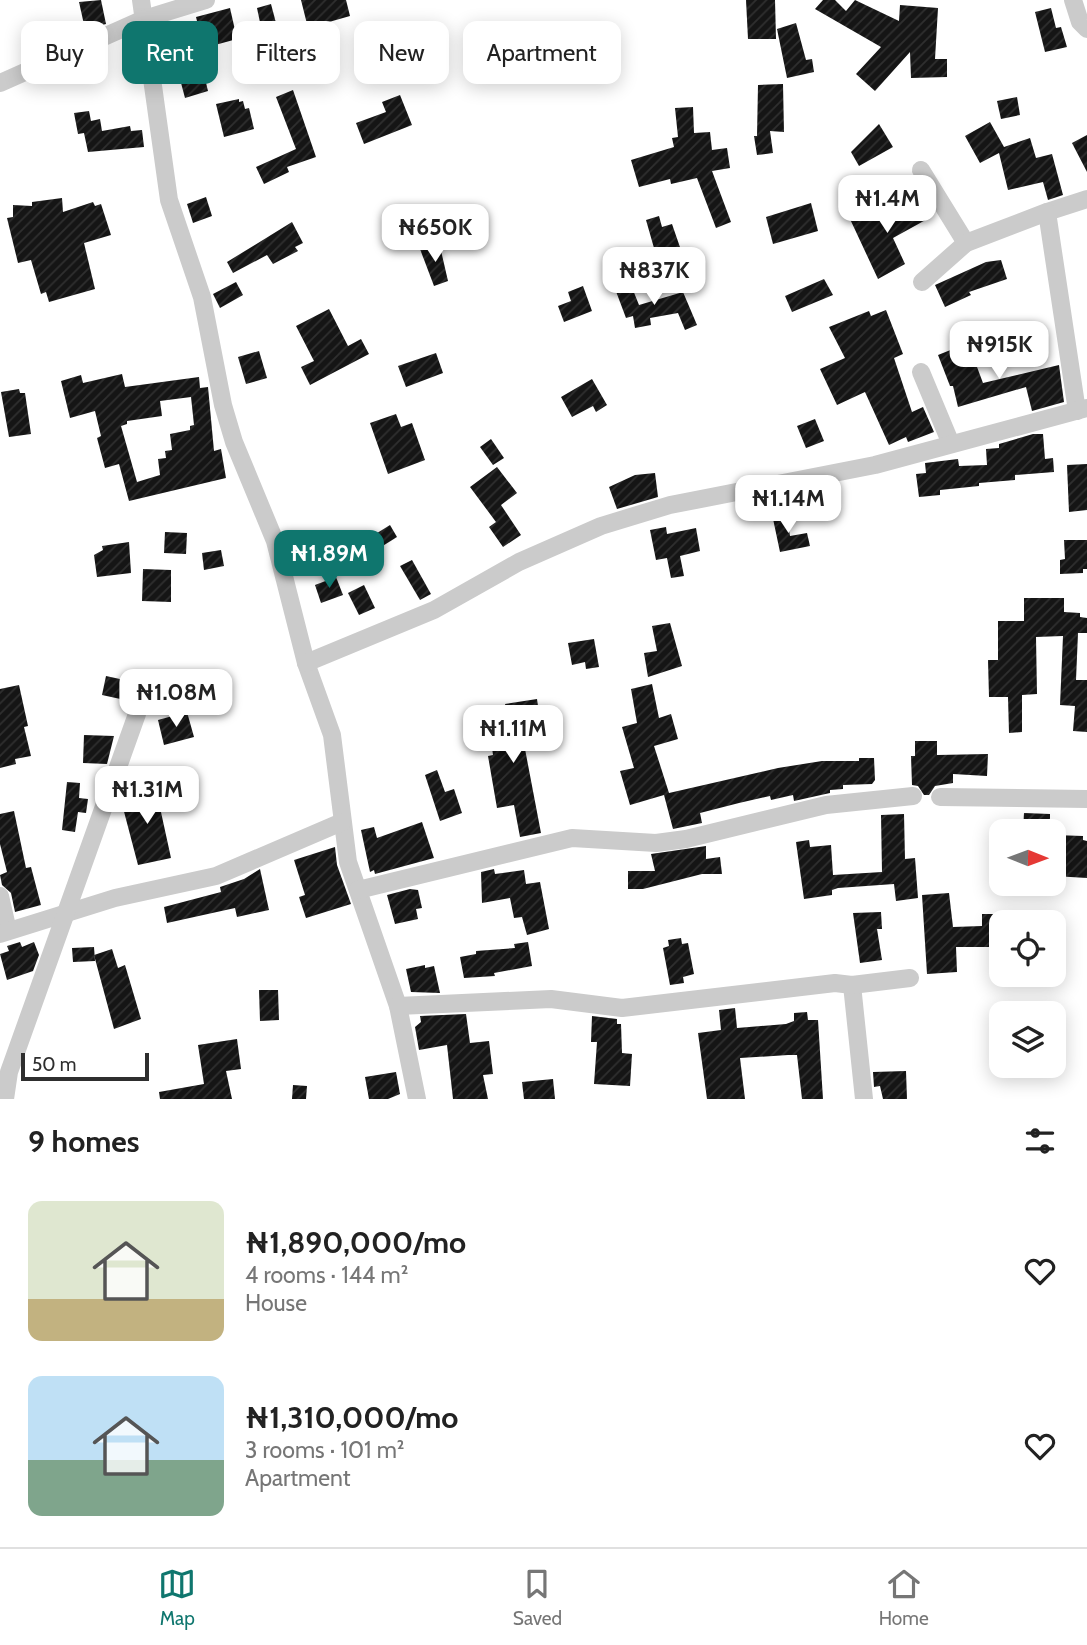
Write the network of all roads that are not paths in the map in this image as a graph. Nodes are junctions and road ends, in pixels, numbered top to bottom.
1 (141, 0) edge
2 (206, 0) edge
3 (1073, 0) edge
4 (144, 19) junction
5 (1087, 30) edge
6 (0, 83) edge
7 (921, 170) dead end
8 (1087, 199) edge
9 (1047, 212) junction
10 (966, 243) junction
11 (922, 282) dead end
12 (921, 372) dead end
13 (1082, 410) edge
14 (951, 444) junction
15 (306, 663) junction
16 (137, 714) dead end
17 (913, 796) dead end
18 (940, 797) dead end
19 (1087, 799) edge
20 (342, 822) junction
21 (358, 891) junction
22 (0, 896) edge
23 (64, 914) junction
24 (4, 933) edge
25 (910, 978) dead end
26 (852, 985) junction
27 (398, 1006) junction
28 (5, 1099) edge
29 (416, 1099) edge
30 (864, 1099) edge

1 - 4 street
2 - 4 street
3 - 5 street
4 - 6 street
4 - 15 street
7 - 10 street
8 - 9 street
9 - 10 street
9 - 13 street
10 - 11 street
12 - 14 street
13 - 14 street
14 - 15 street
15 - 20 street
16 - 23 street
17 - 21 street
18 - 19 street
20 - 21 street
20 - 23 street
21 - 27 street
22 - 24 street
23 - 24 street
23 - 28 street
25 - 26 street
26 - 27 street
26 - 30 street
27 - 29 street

**********

# Task directions
Give back one number only: the count of lines in the entries that hold the string "dead".

# Solution to this task
7